§ Work required
Reproduce the records starting at the line that contains "middle mcp: (387, 253)" and running to the last line, exactly and in full.
------------------------------------------------
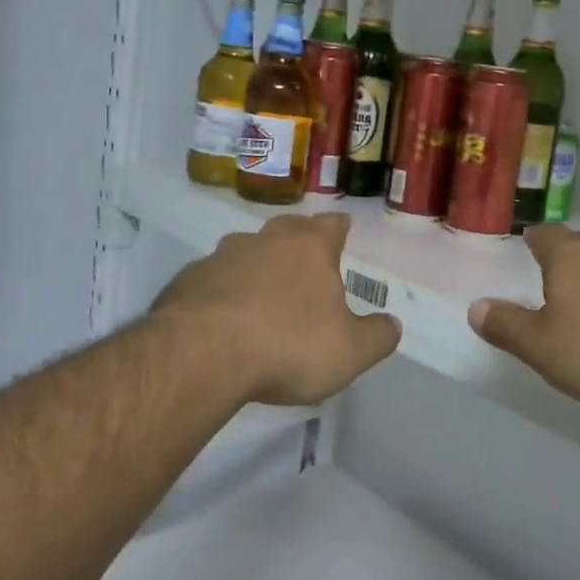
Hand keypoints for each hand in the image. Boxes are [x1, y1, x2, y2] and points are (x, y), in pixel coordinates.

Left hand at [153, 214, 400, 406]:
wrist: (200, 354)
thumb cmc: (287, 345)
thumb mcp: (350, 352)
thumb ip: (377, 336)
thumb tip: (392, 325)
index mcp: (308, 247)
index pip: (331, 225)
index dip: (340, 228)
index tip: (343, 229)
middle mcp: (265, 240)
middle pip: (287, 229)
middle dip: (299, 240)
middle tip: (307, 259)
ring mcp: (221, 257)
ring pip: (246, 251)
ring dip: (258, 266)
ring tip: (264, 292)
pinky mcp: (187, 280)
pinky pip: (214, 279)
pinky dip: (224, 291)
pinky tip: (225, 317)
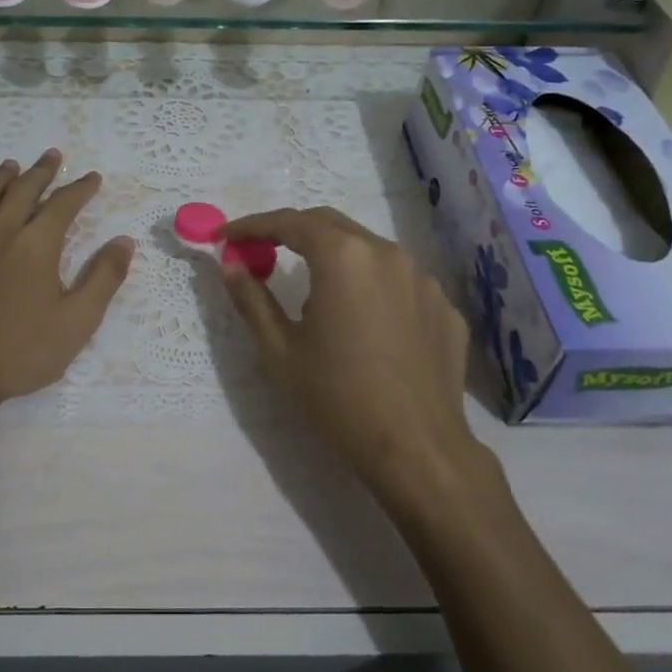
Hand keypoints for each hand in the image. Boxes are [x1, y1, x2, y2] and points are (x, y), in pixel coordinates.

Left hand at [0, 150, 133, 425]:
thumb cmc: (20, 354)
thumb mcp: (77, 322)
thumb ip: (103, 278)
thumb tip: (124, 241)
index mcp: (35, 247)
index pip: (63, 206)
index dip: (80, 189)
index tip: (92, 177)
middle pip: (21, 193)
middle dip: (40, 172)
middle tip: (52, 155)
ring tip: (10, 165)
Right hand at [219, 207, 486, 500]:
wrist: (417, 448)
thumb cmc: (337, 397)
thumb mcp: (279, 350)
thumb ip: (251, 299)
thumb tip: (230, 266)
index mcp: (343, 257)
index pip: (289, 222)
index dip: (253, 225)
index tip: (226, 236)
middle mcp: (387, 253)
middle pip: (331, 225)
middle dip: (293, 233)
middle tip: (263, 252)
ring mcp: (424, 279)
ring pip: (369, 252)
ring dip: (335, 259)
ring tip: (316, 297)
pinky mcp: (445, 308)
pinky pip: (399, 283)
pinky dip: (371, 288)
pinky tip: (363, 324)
------------------------------------------------
§ Exercise result
middle mcp: (387, 253)
middle pip: (331, 225)
middle dip: (293, 233)
middle tip: (263, 252)
ring mcp: (424, 279)
ring pip: (369, 252)
ring dip: (335, 259)
ring tip: (316, 297)
pinky mcp: (445, 308)
pinky pip: (399, 283)
pinky dip: (371, 288)
pinky tip: (363, 324)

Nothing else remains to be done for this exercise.